Clearly we have an educational issue on our hands! :-)

> And then, supposing we don't have these deferreds/futures exposed...
> how do we implement delayed computation stuff from extension modules?
> What if we want to do these kinds of compositions within said
> extension modules? What if we want to write our own version of @tasks
> or @inlineCallbacks with extra features, or generate callback chains
> from XML files, and so on?
>
> I don't really like the prospect of having just the "sugary syntax"
> available, without a flexible underlying representation also exposed.
> I don't know if you've ever shared that worry -- sometimes the pretty
> syntax gets in the way of getting stuff done.

You're barking up the wrong tree -- please badger Greg Ewing with use
cases in the yield-from thread. With my approach all of these can be
done. (See the yield-from thread for an example I just posted of a
barrier, where multiple tasks wait for a single event.)

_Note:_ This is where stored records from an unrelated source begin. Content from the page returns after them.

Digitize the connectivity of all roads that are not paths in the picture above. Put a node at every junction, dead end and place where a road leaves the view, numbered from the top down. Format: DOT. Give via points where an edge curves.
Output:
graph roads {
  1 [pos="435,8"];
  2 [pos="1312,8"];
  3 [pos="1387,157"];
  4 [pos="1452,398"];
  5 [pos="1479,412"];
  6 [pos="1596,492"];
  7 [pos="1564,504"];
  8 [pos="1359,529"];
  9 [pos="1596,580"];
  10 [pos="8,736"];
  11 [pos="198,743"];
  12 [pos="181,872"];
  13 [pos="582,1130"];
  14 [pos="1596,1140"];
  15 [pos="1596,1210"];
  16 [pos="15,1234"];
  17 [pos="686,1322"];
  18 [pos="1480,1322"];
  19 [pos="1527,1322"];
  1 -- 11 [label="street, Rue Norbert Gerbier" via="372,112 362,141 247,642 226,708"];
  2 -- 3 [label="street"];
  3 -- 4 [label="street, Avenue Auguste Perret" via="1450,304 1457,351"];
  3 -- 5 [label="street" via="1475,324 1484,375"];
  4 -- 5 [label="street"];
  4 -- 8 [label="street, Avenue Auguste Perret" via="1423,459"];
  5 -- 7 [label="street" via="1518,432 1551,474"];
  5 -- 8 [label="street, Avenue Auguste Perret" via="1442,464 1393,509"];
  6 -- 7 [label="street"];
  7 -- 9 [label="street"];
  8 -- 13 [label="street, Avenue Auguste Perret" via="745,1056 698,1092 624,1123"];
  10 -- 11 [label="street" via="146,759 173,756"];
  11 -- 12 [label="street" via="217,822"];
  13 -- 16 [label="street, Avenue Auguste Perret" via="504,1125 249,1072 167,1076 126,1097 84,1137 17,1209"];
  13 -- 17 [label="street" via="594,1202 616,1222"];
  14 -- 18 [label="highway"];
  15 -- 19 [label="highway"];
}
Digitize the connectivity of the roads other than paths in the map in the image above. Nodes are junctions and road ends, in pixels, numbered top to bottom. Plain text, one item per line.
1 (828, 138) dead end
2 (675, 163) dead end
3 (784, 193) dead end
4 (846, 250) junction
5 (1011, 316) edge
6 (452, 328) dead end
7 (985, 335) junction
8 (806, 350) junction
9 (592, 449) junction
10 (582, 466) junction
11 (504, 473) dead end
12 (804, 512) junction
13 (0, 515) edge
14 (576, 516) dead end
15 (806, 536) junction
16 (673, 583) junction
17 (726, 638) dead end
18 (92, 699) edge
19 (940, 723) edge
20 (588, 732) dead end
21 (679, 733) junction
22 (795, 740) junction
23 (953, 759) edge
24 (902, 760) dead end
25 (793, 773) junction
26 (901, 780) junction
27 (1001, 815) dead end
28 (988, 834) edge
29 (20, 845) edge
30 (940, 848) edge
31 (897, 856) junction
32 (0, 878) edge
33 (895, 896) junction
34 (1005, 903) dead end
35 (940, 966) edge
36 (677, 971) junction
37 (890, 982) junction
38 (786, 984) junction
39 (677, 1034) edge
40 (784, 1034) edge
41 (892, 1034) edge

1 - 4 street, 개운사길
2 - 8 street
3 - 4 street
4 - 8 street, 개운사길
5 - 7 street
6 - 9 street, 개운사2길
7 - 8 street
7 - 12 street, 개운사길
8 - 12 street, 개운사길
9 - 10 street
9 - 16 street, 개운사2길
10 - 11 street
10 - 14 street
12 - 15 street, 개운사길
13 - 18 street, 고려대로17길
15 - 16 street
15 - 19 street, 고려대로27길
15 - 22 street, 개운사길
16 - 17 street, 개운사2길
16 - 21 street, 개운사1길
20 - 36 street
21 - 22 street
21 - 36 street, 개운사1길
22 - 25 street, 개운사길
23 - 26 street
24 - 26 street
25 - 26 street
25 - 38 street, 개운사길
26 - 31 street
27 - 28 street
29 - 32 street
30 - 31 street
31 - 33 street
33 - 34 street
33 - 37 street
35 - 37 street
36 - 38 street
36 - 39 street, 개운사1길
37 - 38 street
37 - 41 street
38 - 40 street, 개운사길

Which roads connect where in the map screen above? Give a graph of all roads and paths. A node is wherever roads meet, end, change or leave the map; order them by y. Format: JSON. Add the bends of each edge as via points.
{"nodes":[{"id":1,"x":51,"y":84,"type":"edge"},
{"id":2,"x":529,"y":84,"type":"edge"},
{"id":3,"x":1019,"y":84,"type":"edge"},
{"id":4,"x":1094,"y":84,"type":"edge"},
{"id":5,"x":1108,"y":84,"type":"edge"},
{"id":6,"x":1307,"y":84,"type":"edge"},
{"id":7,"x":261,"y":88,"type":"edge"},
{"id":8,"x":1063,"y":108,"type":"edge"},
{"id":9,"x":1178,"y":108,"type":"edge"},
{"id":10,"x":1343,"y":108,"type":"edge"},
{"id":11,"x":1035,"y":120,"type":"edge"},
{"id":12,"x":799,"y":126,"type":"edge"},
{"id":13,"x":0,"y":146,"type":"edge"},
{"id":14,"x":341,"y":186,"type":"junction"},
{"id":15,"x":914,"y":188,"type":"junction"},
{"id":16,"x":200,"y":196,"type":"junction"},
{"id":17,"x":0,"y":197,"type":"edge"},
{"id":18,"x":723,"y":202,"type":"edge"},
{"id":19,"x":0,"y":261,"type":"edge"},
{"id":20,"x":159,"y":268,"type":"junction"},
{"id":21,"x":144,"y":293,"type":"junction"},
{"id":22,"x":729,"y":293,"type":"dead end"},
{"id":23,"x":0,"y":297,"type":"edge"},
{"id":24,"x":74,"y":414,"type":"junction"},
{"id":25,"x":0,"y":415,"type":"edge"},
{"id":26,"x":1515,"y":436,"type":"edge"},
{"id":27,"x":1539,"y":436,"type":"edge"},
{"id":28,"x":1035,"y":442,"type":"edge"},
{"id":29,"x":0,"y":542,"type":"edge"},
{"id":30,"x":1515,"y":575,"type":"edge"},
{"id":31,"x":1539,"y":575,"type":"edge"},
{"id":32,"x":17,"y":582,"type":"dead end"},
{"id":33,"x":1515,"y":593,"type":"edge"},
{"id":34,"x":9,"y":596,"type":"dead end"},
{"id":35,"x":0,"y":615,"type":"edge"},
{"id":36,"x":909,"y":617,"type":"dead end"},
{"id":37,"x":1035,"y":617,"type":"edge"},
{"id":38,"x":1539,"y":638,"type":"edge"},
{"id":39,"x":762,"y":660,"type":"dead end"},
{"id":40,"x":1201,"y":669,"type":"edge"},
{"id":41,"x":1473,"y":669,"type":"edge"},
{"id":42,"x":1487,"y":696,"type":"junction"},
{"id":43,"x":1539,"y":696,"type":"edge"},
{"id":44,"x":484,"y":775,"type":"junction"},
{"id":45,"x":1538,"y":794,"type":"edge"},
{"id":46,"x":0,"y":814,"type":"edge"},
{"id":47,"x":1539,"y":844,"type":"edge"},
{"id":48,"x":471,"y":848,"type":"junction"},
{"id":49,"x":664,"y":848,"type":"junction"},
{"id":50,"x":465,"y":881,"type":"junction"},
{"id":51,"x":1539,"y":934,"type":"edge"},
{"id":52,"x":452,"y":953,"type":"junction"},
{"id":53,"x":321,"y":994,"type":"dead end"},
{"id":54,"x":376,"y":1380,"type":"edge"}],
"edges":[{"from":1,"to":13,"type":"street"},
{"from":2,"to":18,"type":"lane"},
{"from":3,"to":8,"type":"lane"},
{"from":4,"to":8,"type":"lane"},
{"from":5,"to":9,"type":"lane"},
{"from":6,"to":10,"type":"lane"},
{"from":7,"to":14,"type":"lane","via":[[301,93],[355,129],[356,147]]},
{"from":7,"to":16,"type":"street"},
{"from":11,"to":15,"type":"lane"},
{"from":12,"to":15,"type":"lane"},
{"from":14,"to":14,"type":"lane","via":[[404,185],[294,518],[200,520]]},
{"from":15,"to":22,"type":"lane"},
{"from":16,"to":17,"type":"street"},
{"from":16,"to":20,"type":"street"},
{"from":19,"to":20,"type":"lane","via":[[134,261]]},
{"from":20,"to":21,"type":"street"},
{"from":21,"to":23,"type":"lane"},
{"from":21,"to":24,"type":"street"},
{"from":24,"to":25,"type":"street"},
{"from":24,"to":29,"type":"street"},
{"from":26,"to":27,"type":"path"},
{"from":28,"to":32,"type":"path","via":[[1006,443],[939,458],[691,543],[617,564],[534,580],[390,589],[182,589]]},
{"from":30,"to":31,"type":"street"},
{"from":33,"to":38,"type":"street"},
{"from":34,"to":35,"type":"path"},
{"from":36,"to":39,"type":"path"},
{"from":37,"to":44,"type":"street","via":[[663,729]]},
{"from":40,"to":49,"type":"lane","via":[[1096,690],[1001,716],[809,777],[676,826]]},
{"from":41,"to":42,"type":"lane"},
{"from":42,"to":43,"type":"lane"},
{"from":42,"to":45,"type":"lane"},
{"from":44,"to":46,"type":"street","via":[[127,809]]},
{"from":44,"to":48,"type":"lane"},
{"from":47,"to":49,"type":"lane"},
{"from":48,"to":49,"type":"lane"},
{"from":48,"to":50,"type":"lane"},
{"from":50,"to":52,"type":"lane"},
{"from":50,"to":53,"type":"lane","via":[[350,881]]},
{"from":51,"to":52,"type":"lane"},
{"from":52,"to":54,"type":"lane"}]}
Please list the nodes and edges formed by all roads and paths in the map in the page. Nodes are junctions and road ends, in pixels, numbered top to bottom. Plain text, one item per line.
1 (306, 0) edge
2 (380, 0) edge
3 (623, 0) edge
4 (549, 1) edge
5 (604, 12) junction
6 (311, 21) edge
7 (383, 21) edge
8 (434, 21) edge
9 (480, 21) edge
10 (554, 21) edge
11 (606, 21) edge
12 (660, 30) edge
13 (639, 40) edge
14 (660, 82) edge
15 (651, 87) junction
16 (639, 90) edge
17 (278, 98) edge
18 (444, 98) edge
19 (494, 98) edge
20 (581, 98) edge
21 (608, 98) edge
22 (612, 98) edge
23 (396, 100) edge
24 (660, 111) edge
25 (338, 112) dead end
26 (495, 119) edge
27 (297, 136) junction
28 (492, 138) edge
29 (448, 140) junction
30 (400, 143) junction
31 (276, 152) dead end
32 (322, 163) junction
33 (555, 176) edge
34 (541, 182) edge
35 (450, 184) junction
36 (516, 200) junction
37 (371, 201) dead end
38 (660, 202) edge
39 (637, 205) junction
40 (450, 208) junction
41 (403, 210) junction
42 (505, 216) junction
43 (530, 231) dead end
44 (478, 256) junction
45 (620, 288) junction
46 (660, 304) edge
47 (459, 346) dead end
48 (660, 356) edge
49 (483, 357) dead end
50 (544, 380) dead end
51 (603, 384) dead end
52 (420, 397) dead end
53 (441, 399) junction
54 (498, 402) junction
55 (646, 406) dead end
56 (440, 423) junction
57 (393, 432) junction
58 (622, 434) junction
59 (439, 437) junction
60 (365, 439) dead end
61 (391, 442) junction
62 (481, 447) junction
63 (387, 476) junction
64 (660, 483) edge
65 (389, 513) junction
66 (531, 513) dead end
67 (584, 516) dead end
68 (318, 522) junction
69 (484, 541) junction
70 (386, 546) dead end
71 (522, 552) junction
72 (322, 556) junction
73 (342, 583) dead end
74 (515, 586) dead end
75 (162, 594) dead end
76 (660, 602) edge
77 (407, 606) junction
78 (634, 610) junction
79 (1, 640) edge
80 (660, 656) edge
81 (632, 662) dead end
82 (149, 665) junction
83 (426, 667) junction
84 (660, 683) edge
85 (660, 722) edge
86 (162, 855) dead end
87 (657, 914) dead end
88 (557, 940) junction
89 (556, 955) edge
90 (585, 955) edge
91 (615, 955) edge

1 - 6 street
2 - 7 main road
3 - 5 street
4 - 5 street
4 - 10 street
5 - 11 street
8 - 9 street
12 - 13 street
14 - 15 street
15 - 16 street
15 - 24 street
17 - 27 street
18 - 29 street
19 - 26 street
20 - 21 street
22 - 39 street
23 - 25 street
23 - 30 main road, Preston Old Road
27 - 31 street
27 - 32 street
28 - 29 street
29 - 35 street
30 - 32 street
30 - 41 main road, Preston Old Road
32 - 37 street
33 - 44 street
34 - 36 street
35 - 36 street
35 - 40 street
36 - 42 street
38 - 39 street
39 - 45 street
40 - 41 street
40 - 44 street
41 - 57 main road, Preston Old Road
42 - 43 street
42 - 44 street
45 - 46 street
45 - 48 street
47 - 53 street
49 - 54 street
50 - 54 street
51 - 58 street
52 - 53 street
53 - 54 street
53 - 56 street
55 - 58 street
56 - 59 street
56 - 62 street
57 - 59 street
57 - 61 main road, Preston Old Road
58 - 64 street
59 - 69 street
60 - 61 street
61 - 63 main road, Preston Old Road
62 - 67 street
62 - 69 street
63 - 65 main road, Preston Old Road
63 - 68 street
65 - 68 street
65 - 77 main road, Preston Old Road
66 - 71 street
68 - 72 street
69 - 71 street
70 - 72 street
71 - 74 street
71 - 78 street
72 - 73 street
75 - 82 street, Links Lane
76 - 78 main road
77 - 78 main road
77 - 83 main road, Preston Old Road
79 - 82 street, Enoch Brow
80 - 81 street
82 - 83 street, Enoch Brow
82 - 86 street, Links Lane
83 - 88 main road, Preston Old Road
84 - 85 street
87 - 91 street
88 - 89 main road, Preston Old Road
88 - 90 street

>> I hope that the path forward for Twisted will be simple enough: it
>> should be possible to hook Deferred into the simpler callback APIs
>> (perhaps a new implementation using some form of adaptation, but
>> keeping the interface the same). In a sense, the greenlet/gevent crowd
>> will be the biggest losers, since they currently write async code
>> without either callbacks or yield, using microthreads instead. I
>> wouldn't want to have to start putting yield back everywhere into that
>> code. But the stdlib will still support yield-free blocking calls
>> (even if under the hood some of these use yield/send-based or
>> yield-from-based couroutines) so the monkey-patchey tradition can
>> continue.
>
> Surely it's no harder to make yourself into a generator than to make
> yourself into a low-level thread-like context switching function with
> a saved callstack implemented by hand in assembler, and so on?
>
> I'm sure they'll be fine.

The thing that worries me most is reimplementing httplib, urllib and
so on to use all this new machinery *and* keep the old synchronous
APIs working *even* if some code is written using the old style and
some other code wants to use the new style.

>>> 1. Explicit callbacks:
>>>
>>>     For example, reactor.callLater(t, lambda: print("woo hoo"))
>>
>> I actually like this, as it's a lowest-common-denominator approach
>> which everyone can easily adapt to their purposes. See the thread I
>> started about reactors.
>
> Will do (but also see my response above about why not "everyone" can).
>
>>> 2. Method dispatch callbacks:
>>>
>>>     Similar to the above, the reactor or somebody has a handle on your
>>> object, and calls methods that you've defined when events happen
>>>     e.g. IProtocol's dataReceived method
>>
>> While I'm sure it's expedient and captures certain common patterns
>> well, I like this the least of all -- calling fixed methods on an
>> object sounds like a step back; it smells of the old Java way (before
>> it had some equivalent of anonymous functions), and of asyncore, which
>> (nearly) everybody agrees is kind of bad due to its insistence that
>> you subclass its classes. (Notice how subclassing as the prevalent
>> approach to structuring your code has gotten into a lot of discredit
>> since 1996.)
>
> I only used asyncore once, indirectly, so I don't know anything about
> it. I'm willing to dismiss it (and, in fact, various parts of twisted
> (I'm looking at you twisted.words)) as not good examples of the
> pattern.
>
> First of all, I'd like to separate the notion of subclassing and
> method dispatch. They're entirely unrelated. If I pass my object to
> you, and you call different methods depending on what happens
> elsewhere, that's method dispatch. And my object doesn't have to be
> subclassed or anything for it to happen.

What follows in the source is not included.